Figure 1 shows the most relevant sides and requisite actors on YouTube’s overall platform; some are specific to YouTube, while others are embedded in the larger Google ecosystem. We refer to the sides as producers (people and organisations uploading videos to the platform, what YouTube calls ‘creators’ and ‘artists’), users (people watching and interacting with content) and brands (organisations that enter into commercial relationships with producers or pay to display ads on the platform). Importantly, people and organisations can move between different sides such as when producers are users of other producers’ content, or when brands operate channels and thus become producers themselves.
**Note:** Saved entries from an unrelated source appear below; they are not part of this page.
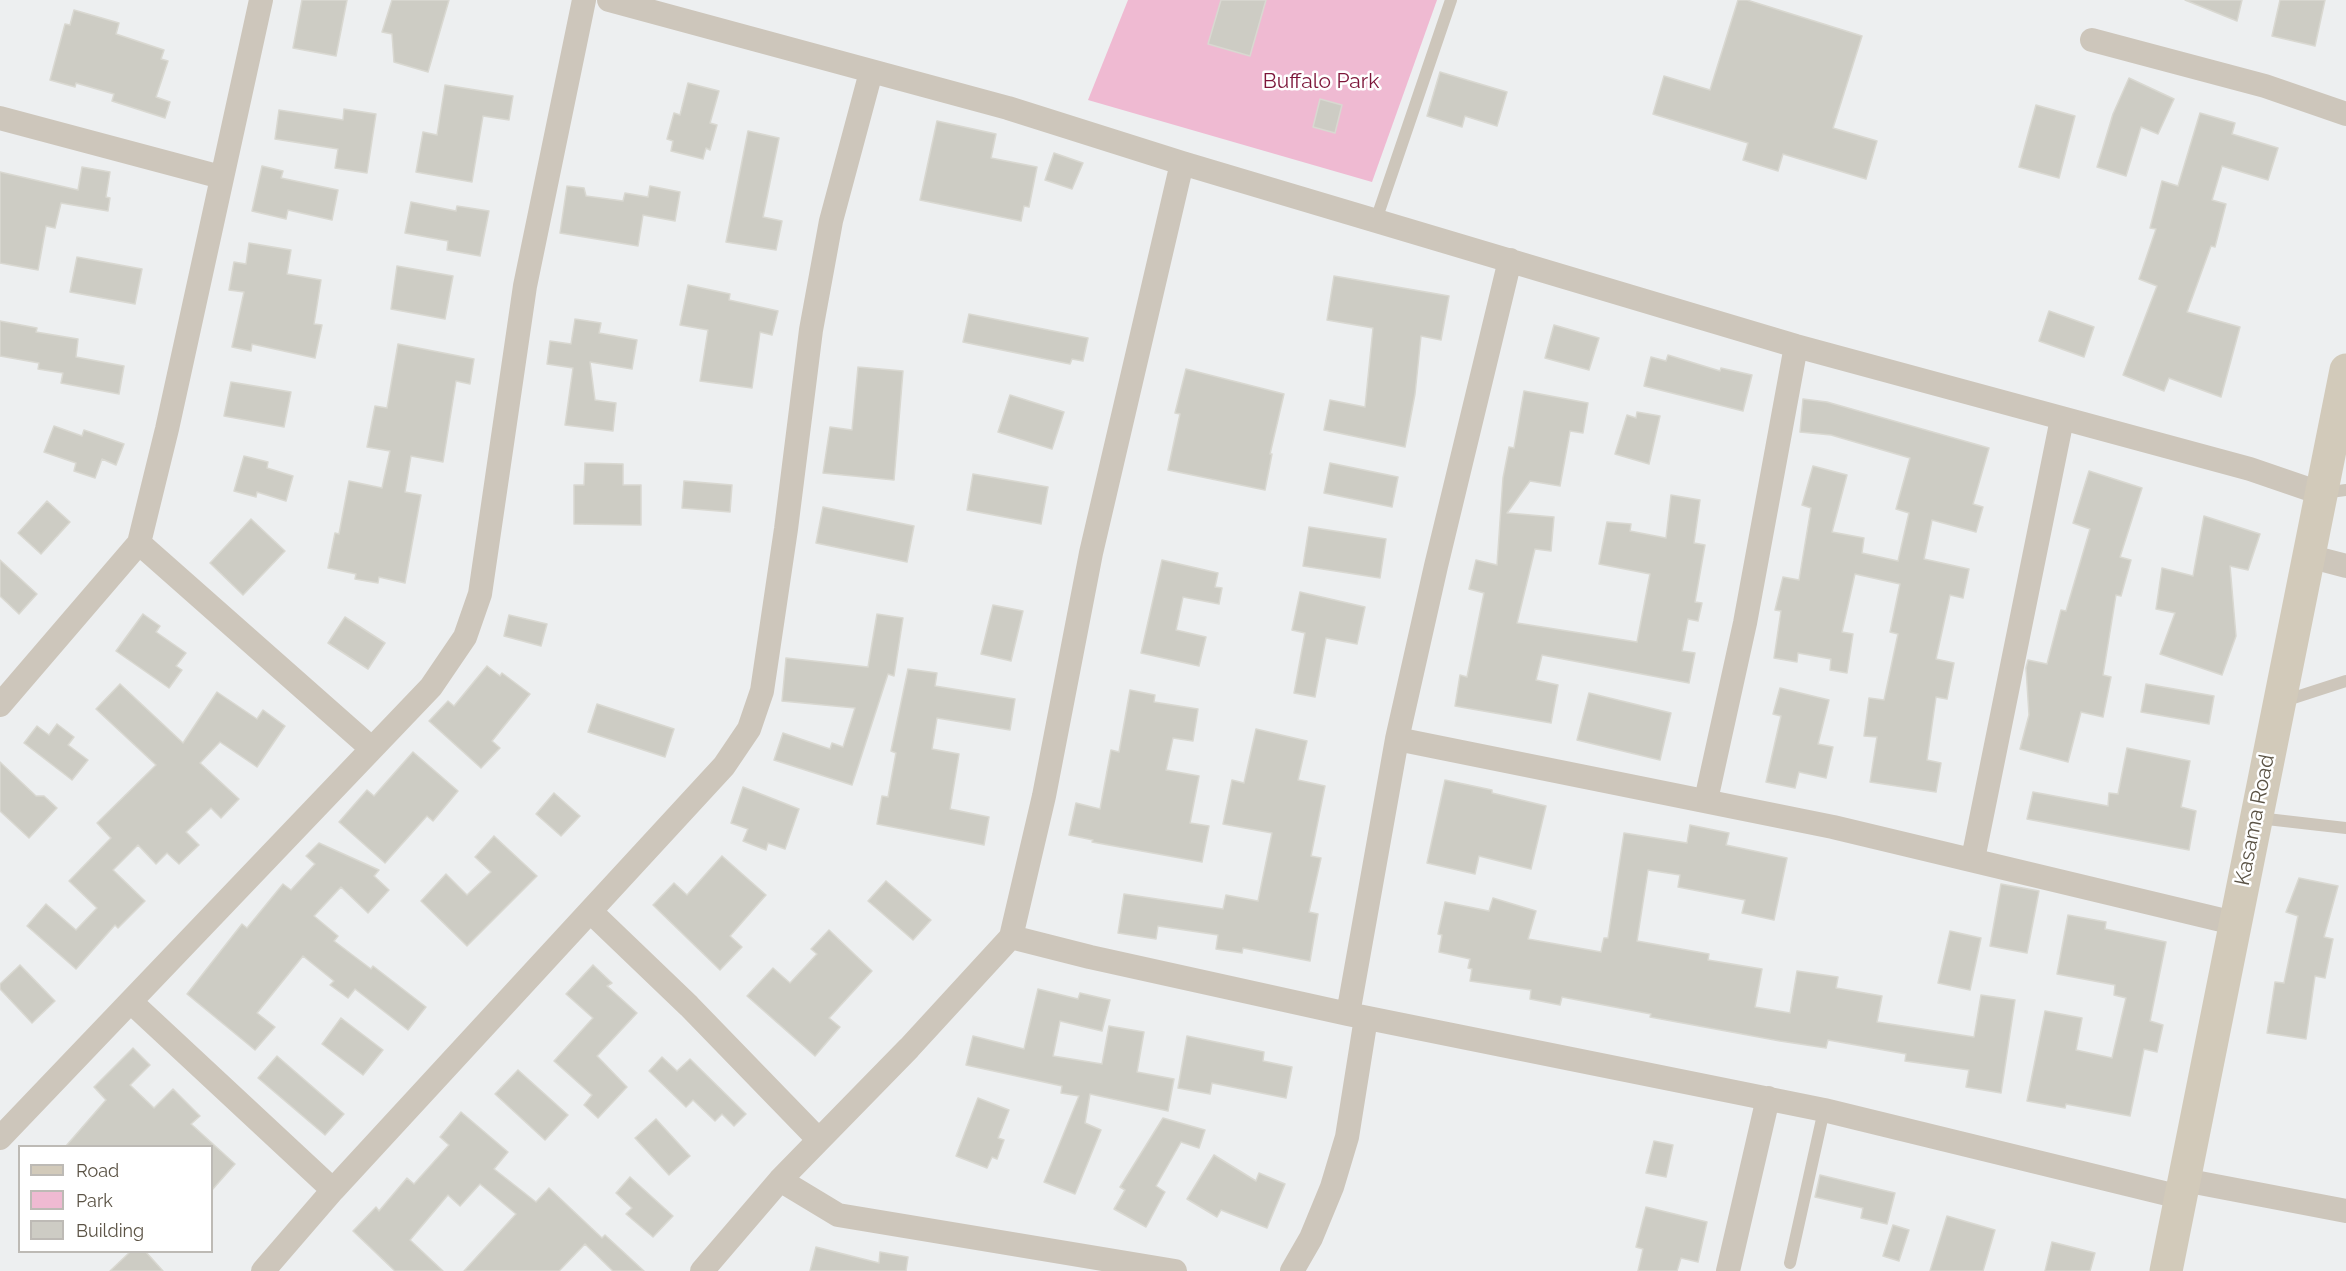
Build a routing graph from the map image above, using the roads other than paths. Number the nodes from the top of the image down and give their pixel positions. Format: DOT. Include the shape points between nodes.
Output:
graph roads {
  1 [pos="261,0"];
  2 [pos="584,0"];
  3 [pos="609,0"];
  4 [pos="1451,0"];
  5 [pos="2092,40"];
  6 [pos="872,72"];
  7 [pos="2346,114"];
  8 [pos="0,118"];
  9 [pos="1182,163"];
  10 [pos="221,177"];
  11 [pos="1376,220"];
  12 [pos="1510,260"];
  13 [pos="1797,346"];
  14 [pos="2346,370"];
  15 [pos="2061,419"];
  16 [pos="2333,492"];
  17 [pos="139,543"];
  18 [pos="2308,556"];
  19 [pos="2346,566"];
  20 [pos="2346,681"];
  21 [pos="2278,702"];
  22 [pos="0,705"];
  23 [pos="1397,739"];
  24 [pos="371,748"];
  25 [pos="1706,801"];
  26 [pos="2256,817"];
  27 [pos="2346,828"];
  28 [pos="1973,859"];
  29 [pos="591,912"];
  30 [pos="2235,923"];
  31 [pos="1011,937"];
  32 [pos="130,1002"];
  33 [pos="1357,1016"];
  34 [pos="1768,1098"];
  35 [pos="1824,1110"];
  36 [pos="0,1138"];
  37 [pos="818,1139"];
  38 [pos="780,1180"];
  39 [pos="2182,1189"];
  40 [pos="333,1190"];
  41 [pos="2346,1211"];
  42 [pos="1791,1263"];
  43 [pos="264,1271"];
  44 [pos="702,1271"];
  45 [pos="1175,1271"];
  46 [pos="1292,1271"];
  47 [pos="1728,1271"];
  48 [pos="2166,1271"];
  1 -- 10 [label="street"];
  2 -- 24 [label="street" via="525,286 480,594 465,637 431,687"];
  3 -- 6 [label="street"];
  4 -- 11 [label="lane"];
  5 -- 7 [label="street" via="2265,86"];
  6 -- 9 [label="street" via="1008,108"];
  6 -- 29 [label="street" via="831,221 811,330 762,691 749,729 724,766"];
  8 -- 10 [label="street"];
  9 -- 11 [label="street"];
  9 -- 31 [label="street" via="1091,553 1044,796"];
  10 -- 17 [label="street"];
  11 -- 12 [label="street"];
  12 -- 13 [label="street"];
  12 -- 23 [label="street"];
  13 -- 15 [label="street"];
  13 -- 25 [label="street" via="1745,623"];
  14 -- 16 [label="street, Kasama Road"];
  15 -- 16 [label="street"];
  15 -- 28 [label="street"];
  16 -- 18 [label="street, Kasama Road"];
  17 -- 22 [label="street"];
  17 -- 24 [label="street"];
  18 -- 19 [label="street"];
  18 -- 21 [label="street, Kasama Road"];
  20 -- 21 [label="lane"];
  21 -- 26 [label="street, Kasama Road"];
  23 -- 25 [label="street"];
  23 -- 33 [label="street"];
  24 -- 32 [label="street"];
  25 -- 28 [label="street"];
  26 -- 27 [label="lane"];
  26 -- 30 [label="street, Kasama Road"];
  28 -- 30 [label="street"];
  29 -- 37 [label="street"];
  29 -- 40 [label="street"];
  30 -- 39 [label="street, Kasama Road"];
  31 -- 33 [label="street"];
  31 -- 37 [label="street"];
  32 -- 36 [label="street"];
  32 -- 40 [label="street"];
  33 -- 34 [label="street"];
  33 -- 46 [label="street" via="1347,1137 1332,1187"];
  34 -- 35 [label="street"];
  34 -- 47 [label="street"];
  35 -- 39 [label="street"];
  35 -- 42 [label="lane"];
  37 -- 38 [label="street"];
  38 -- 44 [label="street"];
  38 -- 45 [label="street" via="838,1215"];
  39 -- 41 [label="street"];
  39 -- 48 [label="street, Kasama Road"];
  40 -- 43 [label="street"];
}
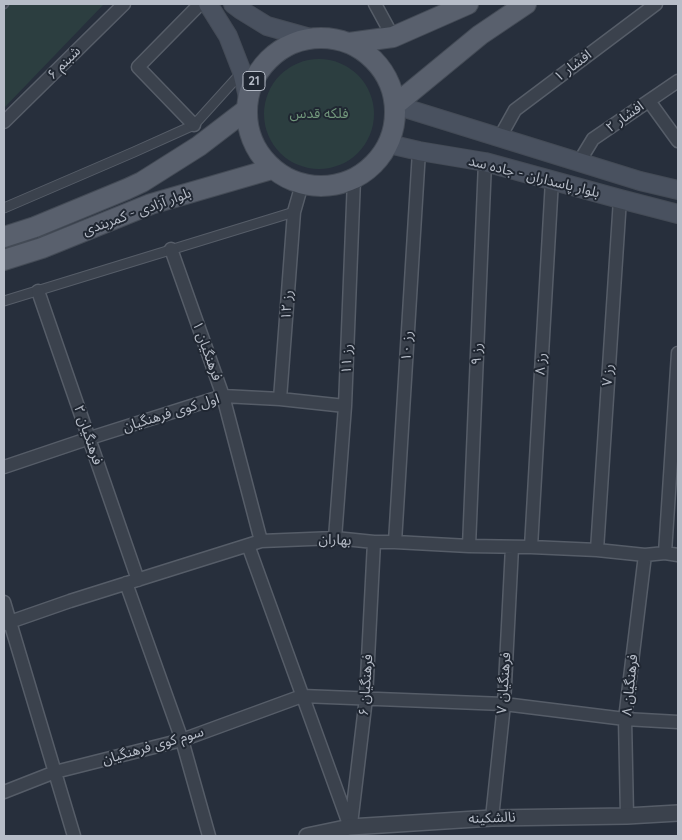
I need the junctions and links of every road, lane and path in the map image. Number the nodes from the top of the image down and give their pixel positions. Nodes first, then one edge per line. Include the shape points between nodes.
1 (124, 4) edge
2 (200, 4) edge
3 (208, 4) edge
4 (233, 4) edge
5 (375, 4) edge
6 (468, 4) edge
7 (526, 4) edge
8 (656, 4) edge
9 (393, 37) junction
10 (310, 38) junction
11 (349, 43) junction
12 (242, 72) junction
13 (678, 81) edge
14 (649, 100) junction
15 (247, 103) junction
16 (395, 105) junction
17 (4, 122) edge
18 (194, 124) junction
19 (500, 137) junction
20 (678, 141) edge
21 (389, 144) junction
22 (419, 151) junction
23 (485, 162) junction
24 (579, 162) junction
25 (272, 168) junction
26 (354, 179) junction
27 (552, 180) junction
28 (142, 182) junction
29 (302, 184) junction
30 (678, 190) edge
31 (620, 199) junction
32 (151, 204) junction
33 (4, 208) edge
34 (294, 212) junction
35 (678, 214) edge
36 (4, 237) edge
37 (171, 249) junction
38 (4, 260) edge
39 (38, 291) junction
40 (4, 301) edge
41 (678, 353) edge
42 (223, 396) junction
43 (280, 398) junction
44 (345, 406) junction
45 (90, 438) junction
46 (4, 467) edge
47 (335, 538) junction
48 (261, 541) junction
49 (374, 542) junction
50 (396, 542) junction
51 (248, 545) junction
52 (469, 546) junction
53 (512, 547) junction
54 (531, 547) junction
55 (597, 550) junction
56 (665, 554) junction
57 (645, 555) junction
58 (678, 555) edge
59 (132, 582) junction
60 (4, 602) edge
61 (7, 623) edge
62 (302, 696) junction
63 (366, 698) junction
64 (504, 704) junction
65 (625, 719) junction
66 (678, 722) edge
67 (182, 740) junction
68 (54, 772) junction
69 (4, 792) edge
70 (678, 813) edge
71 (627, 816) junction
72 (492, 818) junction
73 (350, 832) edge
74 (74, 836) edge
75 (209, 836) edge
76 (307, 836) edge

1 - 17 street, شبنم ۶
2 - 18 street via 138,67
3 - 12 main road via 228,36
4 - 10 main road via 267,26
5 - 9 street
6 - 9 main road, 21
7 - 16 main road via 480,35
8 - 19 street, افشار ۱ via 515,110
9 - 11 main road, 21
10 - 11 main road, 21 via 330,38
10 - 15 main road, 21 via 288,45 270,58 256,75
11 - 16 main road, 21 via 381,67 391,85
12 - 15 main road
12 - 18 street
13 - 14 street, افشار ۲
14 - 20 street
14 - 24 street, افشار ۲ via 593,139
15 - 25 main road, 21 via 249,132 258,152
15 - 28 main road, بلوار آزادی - کمربندی / 21 via 199,146
16 - 19 main road, بلوار پاسداران - جاده سد
16 - 21 main road, 21 via 394,131
18 - 33 street
19 - 24 main road, بلوار پاسداران - جاده سد
21 - 22 main road, بلوار پاسداران - جاده سد
21 - 26 main road, 21 via 375,165
22 - 23 main road, بلوار پاسداران - جاده سد
22 - 50 street, رز ۱۰
23 - 27 main road, بلوار پاسداران - جاده سد
23 - 52 street, رز ۹
24 - 30 main road, بلوار پاسداران - جاده سد
25 - 29 main road, 21
25 - 32 main road, بلوار آزادی - کمربندی
26 - 29 main road, 21 via 320,187
26 - 44 street, رز ۱۱
27 - 31 main road, بلوار پاسداران - جاده سد
27 - 54 street, رز ۸
28 - 32 main road
28 - 36 main road, بلوار آزادی - کمربندی / 21
29 - 34 street, رز ۱۲
31 - 35 main road, بلوار پاسداران - جاده سد
31 - 55 street, رز ۷
32 - 38 main road, بلوار آزادی - کمربندی
34 - 37 street
34 - 43 street, رز ۱۲
37 - 39 street
37 - 42 street, فرهنگیان ۱
39 - 40 street
39 - 45 street, فرهنگیان ۲
41 - 56 street
42 - 43 street, اول کوی فرهنگیان
42 - 45 street, اول کوی فرهنگیان
42 - 48 street, فرهنگیان ۱
43 - 44 street, اول کوی فرهنگیان
44 - 47 street, رز ۱۱
45 - 46 street, اول کوی فرهنگیان
45 - 59 street, فرهنگیان ۲
47 - 48 street, بهاران
47 - 49 street, بهاران
48 - 51 street, بهاران
49 - 50 street, بهاران
49 - 63 street, فرهنگیان ۶
50 - 52 street, بهاران
51 - 59 street, بهاران
51 - 62 street
52 - 53 street, بهاران
53 - 54 street, بهاران
53 - 64 street, فرهنگیان ۷
54 - 55 street, بهاران
55 - 57 street, بهاران
56 - 57 street, بهاران
56 - 58 street, بهاران
57 - 65 street, فرهنگیان ۸
59 - 61 street, بهاران
59 - 67 street, فرهنگیان ۲
60 - 61 street
61 - 68 street
62 - 63 street
62 - 67 street, سوم کوی فرهنگیان
62 - 73 street
63 - 64 street
63 - 73 street, فرهنگیان ۶
64 - 65 street
64 - 72 street, فرهنگیان ۷
65 - 66 street
65 - 71 street, فرهنگیان ۸
67 - 68 street, سوم کوی فرهنگیان
67 - 75 street, فرهنگیان ۲
68 - 69 street, سوم کوی فرهنگیان
68 - 74 street
70 - 71 street, نالشکینه
71 - 72 street, نالشکینه
72 - 73 street, نالشکینه
73 - 76 street, نالشکینه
As is always the case, the analytical framework simplifies empirical complexities; its primary purpose is to outline the set of more specialised internal marketplaces (illustrated by the solid black arrows) that exist to bring the various sides of the platform in contact with each other under circumstances controlled by YouTube. We go through the various marketplaces later in the article.

YouTube as a platform of marketplaces.
The platform offers a range of interfaces to draw in users and producers. The leading site remains YouTube.com (or the YouTube app on mobile devices). However, YouTube also operates dedicated services in selected countries such as YouTube Kids (video streaming for children), YouTube Music (music streaming) and YouTube TV (television subscription). Each of these services is cordoned off from youtube.com and has specific terms and conditions for monetisation. Likewise, YouTube cultivates relationships with producers through a set of dedicated services: YouTube Creators (general guidelines and advice), YouTube for Artists (for musicians) and YouTube Family (for YouTube Kids producers). These services exist to ensure commercially attractive and brand-safe content. As we return to the analysis and discussion, they play a crucial role in establishing and maintaining trust between producers and the platform.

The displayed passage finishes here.